--- WHAT YOU SHOULD DO ---
Would you transcribe each entry that follows word for word, minus the images?

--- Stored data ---
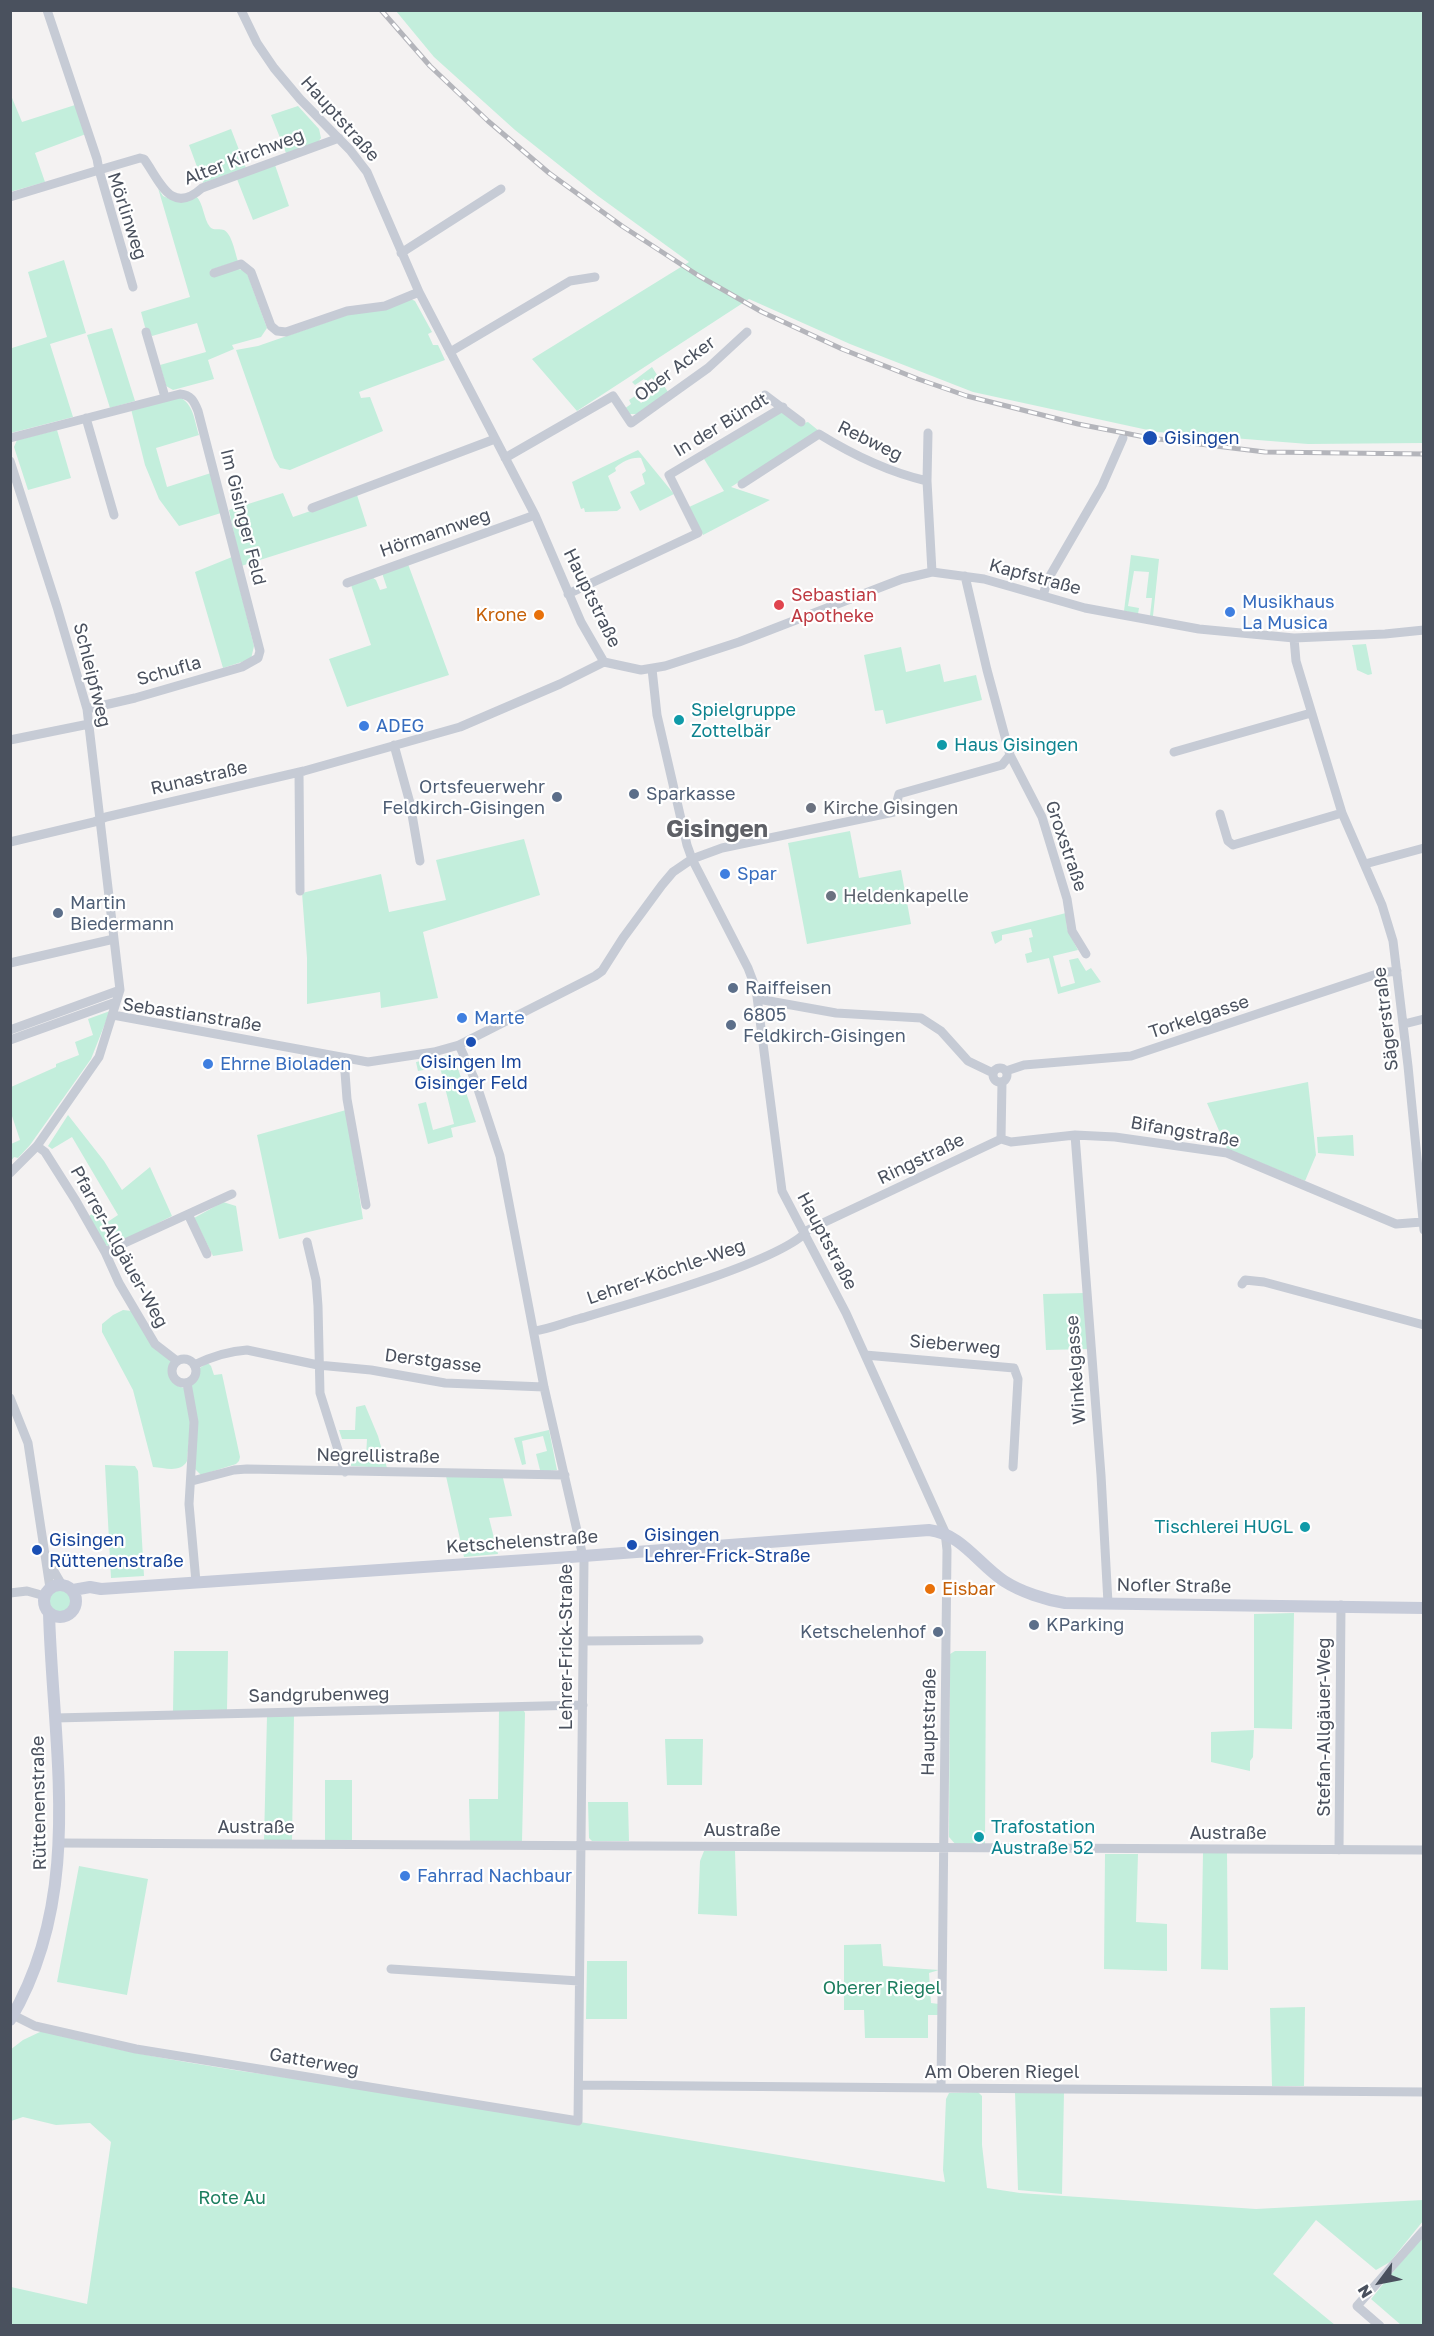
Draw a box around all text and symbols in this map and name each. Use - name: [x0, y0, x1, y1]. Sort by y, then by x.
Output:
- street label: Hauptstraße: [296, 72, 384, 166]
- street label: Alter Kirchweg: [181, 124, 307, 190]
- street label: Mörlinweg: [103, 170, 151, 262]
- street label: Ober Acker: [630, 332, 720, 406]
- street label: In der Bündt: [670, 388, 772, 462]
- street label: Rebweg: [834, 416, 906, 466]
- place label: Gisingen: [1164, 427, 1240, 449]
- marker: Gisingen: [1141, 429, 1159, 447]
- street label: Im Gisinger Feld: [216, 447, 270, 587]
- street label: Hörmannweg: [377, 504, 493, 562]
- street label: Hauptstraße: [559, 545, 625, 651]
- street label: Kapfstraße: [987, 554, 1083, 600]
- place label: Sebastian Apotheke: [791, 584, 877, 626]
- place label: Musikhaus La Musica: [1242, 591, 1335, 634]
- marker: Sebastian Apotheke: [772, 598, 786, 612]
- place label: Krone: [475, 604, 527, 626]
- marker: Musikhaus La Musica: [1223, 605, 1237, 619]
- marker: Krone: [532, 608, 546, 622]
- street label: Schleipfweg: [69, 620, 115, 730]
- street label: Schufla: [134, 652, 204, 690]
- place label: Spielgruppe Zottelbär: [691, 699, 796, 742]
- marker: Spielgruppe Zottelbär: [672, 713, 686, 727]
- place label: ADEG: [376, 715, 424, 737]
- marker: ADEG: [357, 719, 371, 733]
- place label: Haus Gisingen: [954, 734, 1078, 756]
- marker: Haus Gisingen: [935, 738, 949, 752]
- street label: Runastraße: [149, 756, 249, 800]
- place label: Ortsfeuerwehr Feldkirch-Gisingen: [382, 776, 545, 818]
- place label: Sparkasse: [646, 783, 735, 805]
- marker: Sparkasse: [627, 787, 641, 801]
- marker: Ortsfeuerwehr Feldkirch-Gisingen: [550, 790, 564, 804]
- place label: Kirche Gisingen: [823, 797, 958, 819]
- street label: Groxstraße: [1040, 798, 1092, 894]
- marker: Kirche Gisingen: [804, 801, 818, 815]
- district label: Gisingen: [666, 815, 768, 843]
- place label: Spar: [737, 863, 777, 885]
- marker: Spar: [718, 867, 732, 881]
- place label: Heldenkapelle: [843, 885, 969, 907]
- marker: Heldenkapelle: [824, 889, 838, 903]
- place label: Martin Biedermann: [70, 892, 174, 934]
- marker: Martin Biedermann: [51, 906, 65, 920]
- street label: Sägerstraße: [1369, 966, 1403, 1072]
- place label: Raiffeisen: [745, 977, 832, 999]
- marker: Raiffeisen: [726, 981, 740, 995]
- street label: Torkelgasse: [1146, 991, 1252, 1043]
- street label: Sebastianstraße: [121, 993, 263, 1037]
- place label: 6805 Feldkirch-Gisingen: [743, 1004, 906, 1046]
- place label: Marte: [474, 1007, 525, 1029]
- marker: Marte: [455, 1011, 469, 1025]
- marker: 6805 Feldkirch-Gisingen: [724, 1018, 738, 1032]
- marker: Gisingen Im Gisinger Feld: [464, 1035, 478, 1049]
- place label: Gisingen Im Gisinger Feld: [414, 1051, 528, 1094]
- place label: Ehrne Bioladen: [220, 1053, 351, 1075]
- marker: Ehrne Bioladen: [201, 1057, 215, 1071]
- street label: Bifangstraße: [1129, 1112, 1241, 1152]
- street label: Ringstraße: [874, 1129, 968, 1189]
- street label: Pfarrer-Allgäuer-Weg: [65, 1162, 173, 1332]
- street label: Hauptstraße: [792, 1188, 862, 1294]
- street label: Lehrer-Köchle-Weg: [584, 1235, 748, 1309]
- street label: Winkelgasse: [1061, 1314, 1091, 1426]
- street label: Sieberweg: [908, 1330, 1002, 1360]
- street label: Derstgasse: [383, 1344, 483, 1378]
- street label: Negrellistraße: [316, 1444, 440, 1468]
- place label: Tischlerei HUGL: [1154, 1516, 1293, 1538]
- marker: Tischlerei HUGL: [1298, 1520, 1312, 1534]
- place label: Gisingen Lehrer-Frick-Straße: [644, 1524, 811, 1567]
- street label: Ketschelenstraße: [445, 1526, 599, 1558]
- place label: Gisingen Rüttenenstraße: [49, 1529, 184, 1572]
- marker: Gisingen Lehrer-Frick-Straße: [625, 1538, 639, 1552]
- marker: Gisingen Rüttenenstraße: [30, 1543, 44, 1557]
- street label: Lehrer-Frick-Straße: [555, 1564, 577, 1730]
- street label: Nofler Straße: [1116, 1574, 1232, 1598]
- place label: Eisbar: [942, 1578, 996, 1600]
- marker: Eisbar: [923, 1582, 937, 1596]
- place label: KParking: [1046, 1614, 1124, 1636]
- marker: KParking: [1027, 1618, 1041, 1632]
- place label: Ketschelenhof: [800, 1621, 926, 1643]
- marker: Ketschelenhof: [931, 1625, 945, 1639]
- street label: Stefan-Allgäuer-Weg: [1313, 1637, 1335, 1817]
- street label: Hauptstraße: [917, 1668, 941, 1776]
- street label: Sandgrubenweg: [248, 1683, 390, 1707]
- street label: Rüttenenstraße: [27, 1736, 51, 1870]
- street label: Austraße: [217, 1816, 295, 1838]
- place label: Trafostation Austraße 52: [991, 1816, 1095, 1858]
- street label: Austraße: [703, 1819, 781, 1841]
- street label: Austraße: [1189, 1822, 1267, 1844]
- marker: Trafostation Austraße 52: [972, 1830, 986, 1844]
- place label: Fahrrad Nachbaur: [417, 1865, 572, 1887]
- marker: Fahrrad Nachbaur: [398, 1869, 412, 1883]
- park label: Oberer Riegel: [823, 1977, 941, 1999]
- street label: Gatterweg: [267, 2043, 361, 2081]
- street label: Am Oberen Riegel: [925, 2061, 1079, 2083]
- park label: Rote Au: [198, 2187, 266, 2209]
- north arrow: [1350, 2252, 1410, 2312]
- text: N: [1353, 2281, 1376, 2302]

--- REPLY TO THE TASK ---
Draw a box around all text and symbols in this map and name each. Use - name: [x0, y0, x1, y1]. Sort by y, then by x.
Output:
- street label: Hauptstraße: [296, 72, 384, 166]
- street label: Alter Kirchweg: [181, 124, 307, 190]
- street label: Mörlinweg: [103, 170, 151, 262]
- street label: Ober Acker: [630, 332, 720, 406]
- street label: In der Bündt: [670, 388, 772, 462]
- street label: Rebweg: [834, 416, 906, 466]
- place label: Gisingen: [1164, 427, 1240, 449]
- marker: Gisingen: [1141, 429, 1159, 447]
- street label: Im Gisinger Feld: [216, 447, 270, 587]
- street label: Hörmannweg: [377, 504, 493, 562]
- street label: Hauptstraße: [559, 545, 625, 651]
- street label: Kapfstraße: [987, 554, 1083, 600]
- place label: Sebastian Apotheke: [791, 584, 877, 626]
- place label: Musikhaus La Musica: [1242, 591, 1335, 634]
- marker: Sebastian Apotheke: [772, 598, 786, 612]
- place label: Krone: [475, 604, 527, 626]
- marker: Musikhaus La Musica: [1223, 605, 1237, 619]
- marker: Krone: [532, 608, 546, 622]
- street label: Schleipfweg: [69, 620, 115, 730]
- street label: Schufla: [134, 652, 204, 690]
- place label: Spielgruppe Zottelbär: [691, 699, 796, 742]
- marker: Spielgruppe Zottelbär: [672, 713, 686, 727]
- place label: ADEG: [376, 715, 424, 737]
- marker: ADEG: [357, 719, 371, 733]
- place label: Haus Gisingen: [954, 734, 1078, 756]
- marker: Haus Gisingen: [935, 738, 949, 752]
- street label: Runastraße: [149, 756, 249, 800]
- place label: Ortsfeuerwehr Feldkirch-Gisingen: [382, 776, 545, 818]
- place label: Sparkasse: [646, 783, 735, 805]
- marker: Sparkasse: [627, 787, 641, 801]
- marker: Ortsfeuerwehr Feldkirch-Gisingen: [550, 790, 564, 804]
- place label: Kirche Gisingen: [823, 797, 958, 819]
- street label: Groxstraße: [1040, 798, 1092, 894]
- marker: Kirche Gisingen: [804, 801, 818, 815]
- district label: Gisingen: [666, 815, 768, 843]
- place label: Spar: [737, 863, 777, 885]
- marker: Spar: [718, 867, 732, 881]
- place label: Heldenkapelle: [843, 885, 969, 907]
- marker: Heldenkapelle: [824, 889, 838, 903]
- place label: Martin Biedermann: [70, 892, 174, 934]
- marker: Martin Biedermann: [51, 906, 65, 920]
- street label: Sägerstraße: [1369, 966, 1403, 1072]
- place label: Raiffeisen: [745, 977, 832, 999]
- marker: Raiffeisen: [726, 981, 740, 995]
- street label: Torkelgasse: [1146, 991, 1252, 1043]
- street label: Sebastianstraße: [121, 993, 263, 1037]
- place label: 6805 Feldkirch-Gisingen: [743, 1004, 906, 1046]
- place label: Marte: [474, 1007, 525, 1029]
- marker: Marte: [455, 1011, 469, 1025]
- marker: 6805 Feldkirch-Gisingen: [724, 1018, 738, 1032]
- marker: Gisingen Im Gisinger Feld: [464, 1035, 478, 1049]
- place label: Gisingen Im Gisinger Feld: [414, 1051, 528, 1094]
- place label: Ehrne Bioladen: [220, 1053, 351, 1075]
- marker: Ehrne Bioladen: [201, 1057, 215, 1071]
- street label: Bifangstraße: [1129, 1112, 1241, 1152]
- street label: Ringstraße: [874, 1129, 968, 1189]
- street label: Pfarrer-Allgäuer-Weg: [65, 1162, 173, 1332]
- street label: Hauptstraße: [792, 1188, 862, 1294]
- street label: Lehrer-Köchle-Weg: [584, 1235, 748, 1309]
- street label: Winkelgasse: [1061, 1314, 1091, 1426]
- street label: Sieberweg: [908, 1330, 1002, 1360]
- street label: Derstgasse: [383, 1344, 483, 1378]
- street label: Negrellistraße: [316, 1444, 440, 1468]
- place label: Tischlerei HUGL: [1154, 1516, 1293, 1538]
- marker: Tischlerei HUGL: [1298, 1520, 1312, 1534]
- place label: Gisingen Lehrer-Frick-Straße: [644, 1524, 811, 1567]
- street label: Ketschelenstraße: [445, 1526, 599, 1558]
- place label: Gisingen Rüttenenstraße: [49, 1529, 184, 1572]
- marker: Gisingen Lehrer-Frick-Straße: [625, 1538, 639, 1552]
- marker: Gisingen Rüttenenstraße: [30, 1543, 44, 1557]
- street label: Lehrer-Frick-Straße: [555, 1564, 577, 1730]
- street label: Nofler Straße: [1116, 1574, 1232, 1598]
- place label: Eisbar: [942, 1578, 996, 1600]
- marker: Eisbar: [923, 1582, 937, 1596]
- place label: KParking: [1046, 1614, 1124, 1636]
- marker: KParking: [1027, 1618, 1041, 1632]
- place label: Ketschelenhof: [800, 1621, 926, 1643]
- marker: Ketschelenhof: [931, 1625, 945, 1639]
- street label: Stefan-Allgäuer-Weg: [1313, 1637, 1335, 1817]
- street label: Hauptstraße: [917, 1668, 941, 1776]
- street label: Sandgrubenweg: [248, 1683, 390, 1707]
- street label: Rüttenenstraße: [27, 1736, 51, 1870]
- street label: Austraße: [217, 1816, 295, 1838]
- place label: Trafostation Austraße 52: [991, 1816, 1095, 1858]
- street label: Austraße: [703, 1819, 781, 1841]
- street label: Austraße: [1189, 1822, 1267, 1844]
- marker: Trafostation Austraße 52: [972, 1830, 986, 1844]
- place label: Fahrrad Nachbaur: [417, 1865, 572, 1887]
- marker: Fahrrad Nachbaur: [398, 1869, 412, 1883]
- park label: Oberer Riegel: [823, 1977, 941, 1999]
- street label: Gatterweg: [267, 2043, 361, 2081]
- street label: Am Oberen Riegel: [925, 2061, 1079, 2083]
- park label: Rote Au: [198, 2187, 266, 2209]
- north arrow: [1350, 2252, 1410, 2312]
- text: N: [1353, 2281, 1376, 2302]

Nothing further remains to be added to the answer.